Home » Security Bloggers Network » Two new Apache Drill UDFs for Processing UR[IL]s and Internet Domain Names

Two new Apache Drill UDFs for Processing UR[IL]s and Internet Domain Names

by hrbrmstr on July 26, 2018

Continuing the blog’s UDF theme of late, there are two new UDF kids in town:

drill-url-tools for slicing & dicing URI/URLs (just going to use ‘URL’ from now on in the post)
drill-domain-tools for slicing & dicing internet domain names (IDNs).

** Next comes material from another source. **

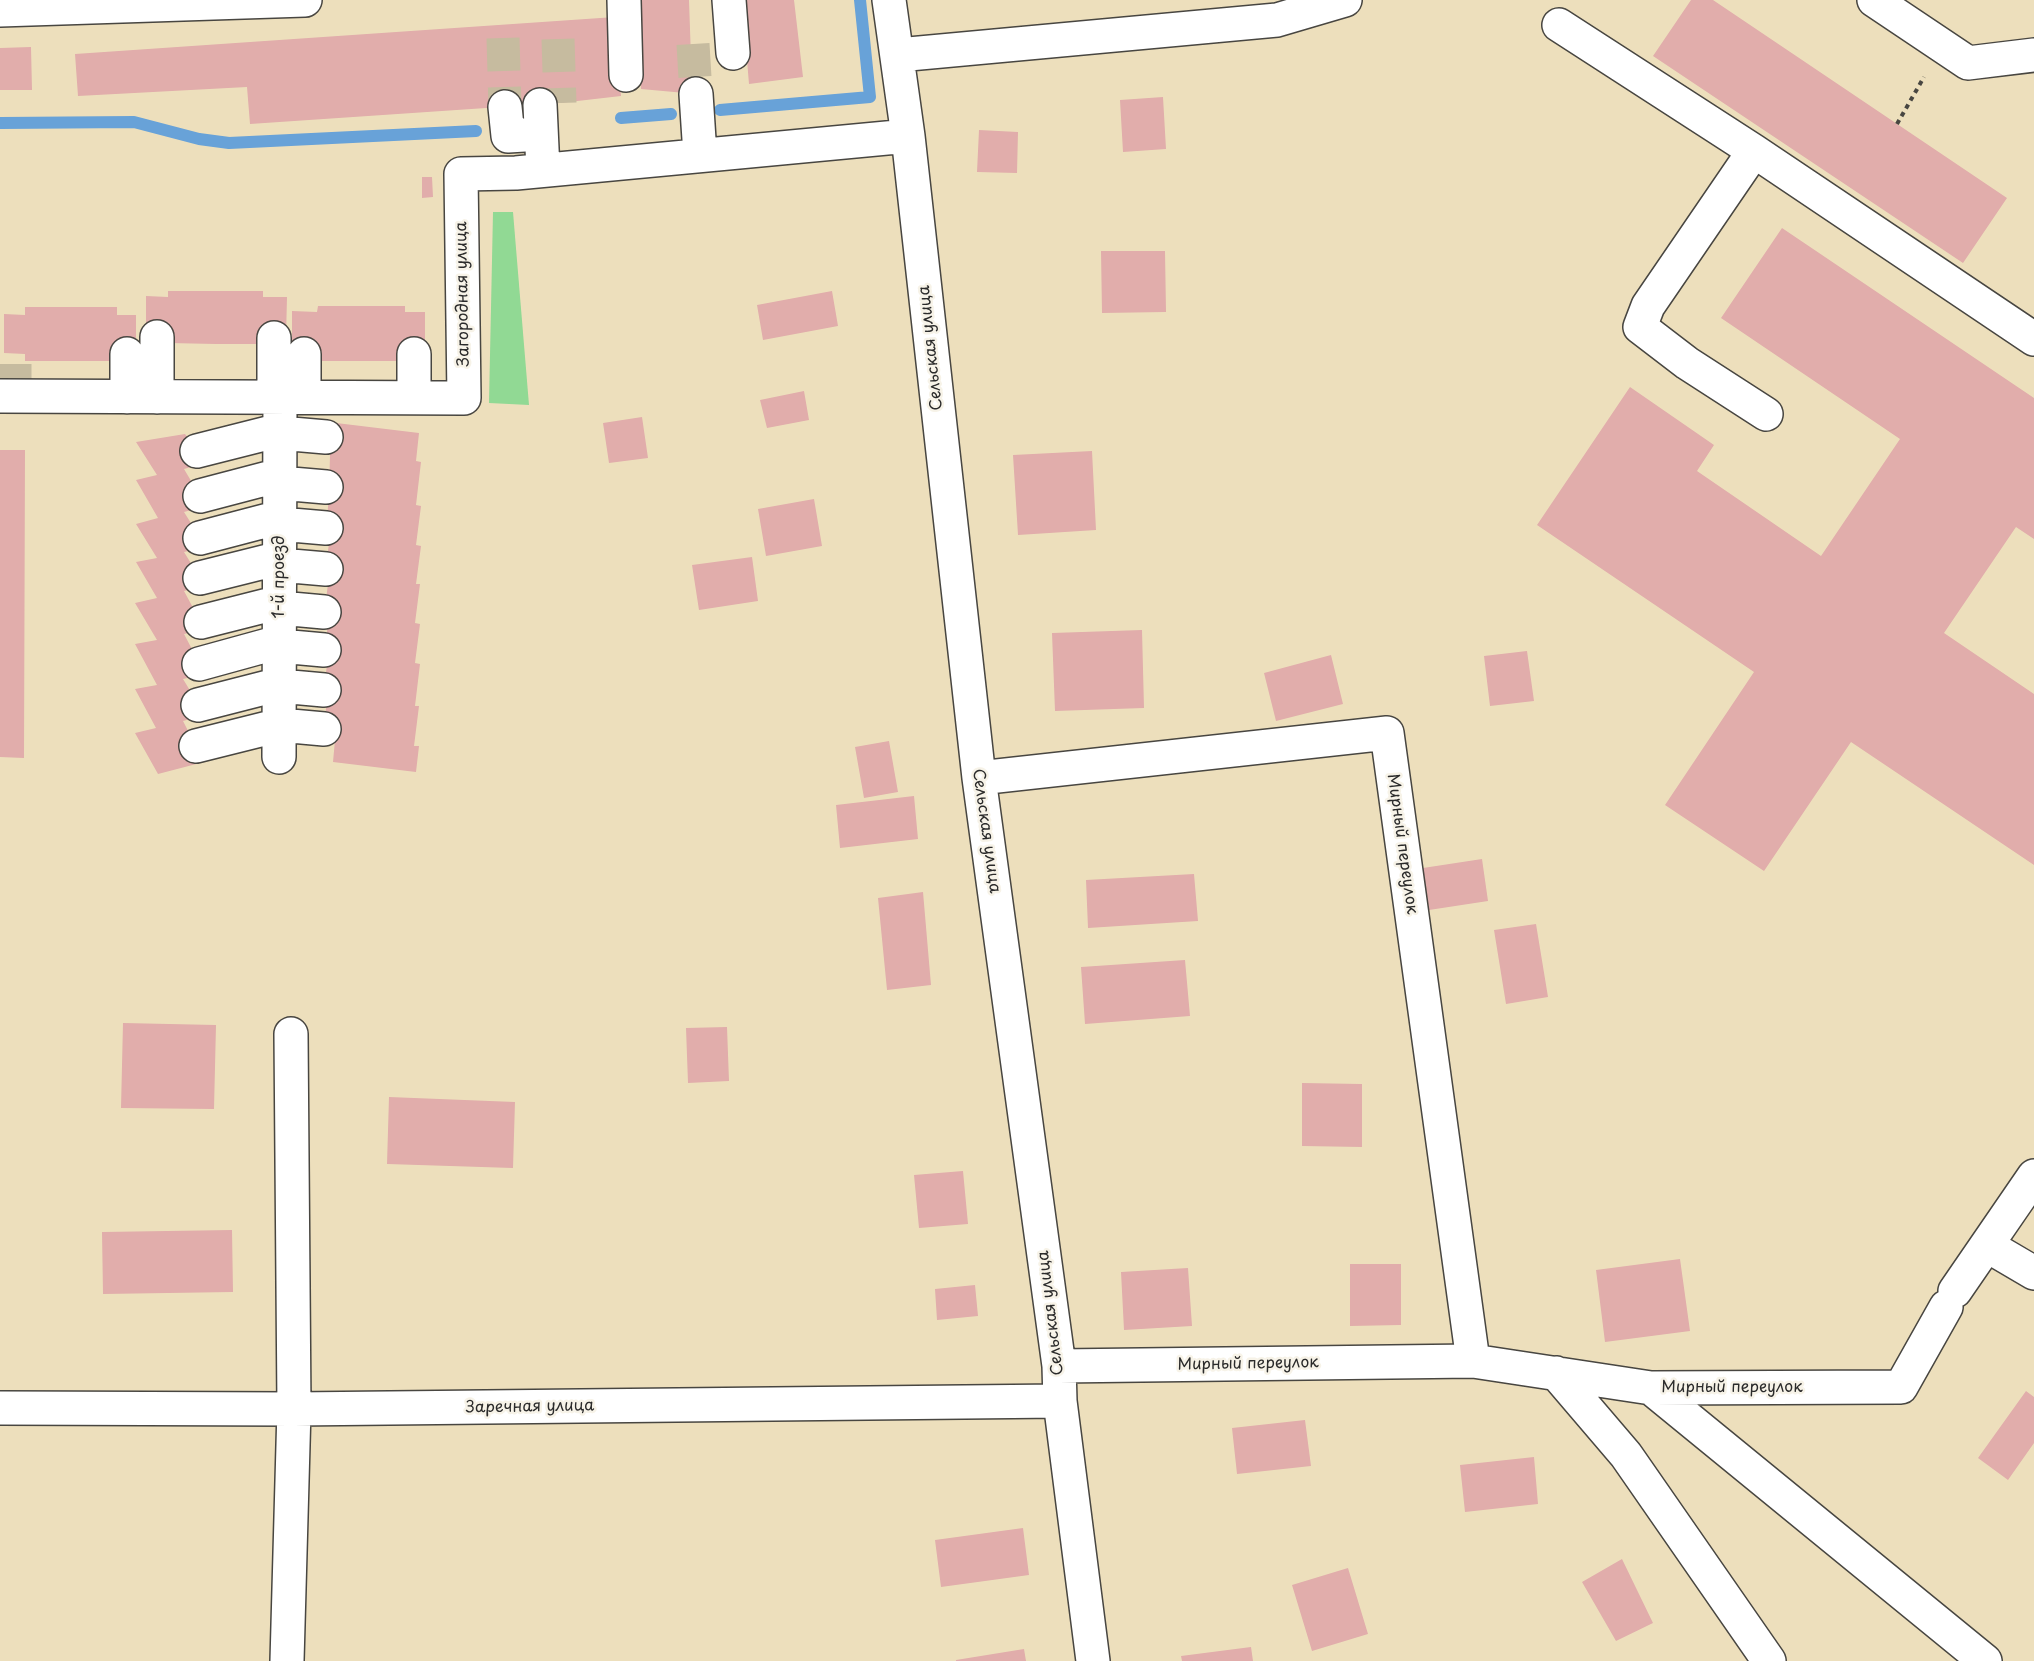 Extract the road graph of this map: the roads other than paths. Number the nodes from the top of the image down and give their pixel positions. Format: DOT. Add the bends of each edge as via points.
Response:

Now, if you’re an Apache Drill fanatic, you’re likely thinking “Hey hrbrmstr: don’t you know that Drill has a parse_url() function already?” My answer is “Sure, but it’s based on java.net.URL which is fundamentally broken.”

Slicing & dicing URLs and IDNs is a large part of the $DAYJOB and they go together pretty well, hence the joint UDF release.

Rather than just use boring SQL for an example, we’ll start with some SQL and use R for a decent example of working with the two, new UDFs.

Counting Lying Lock Icons

SSL/TLS is all the craze these days, so let’s see how many distinct sites in the GDELT Global Front Page (GFG) data set use port 443 vs port 80 (a good indicator, plus it will help show how the URL tools pick up ports even when they’re not there).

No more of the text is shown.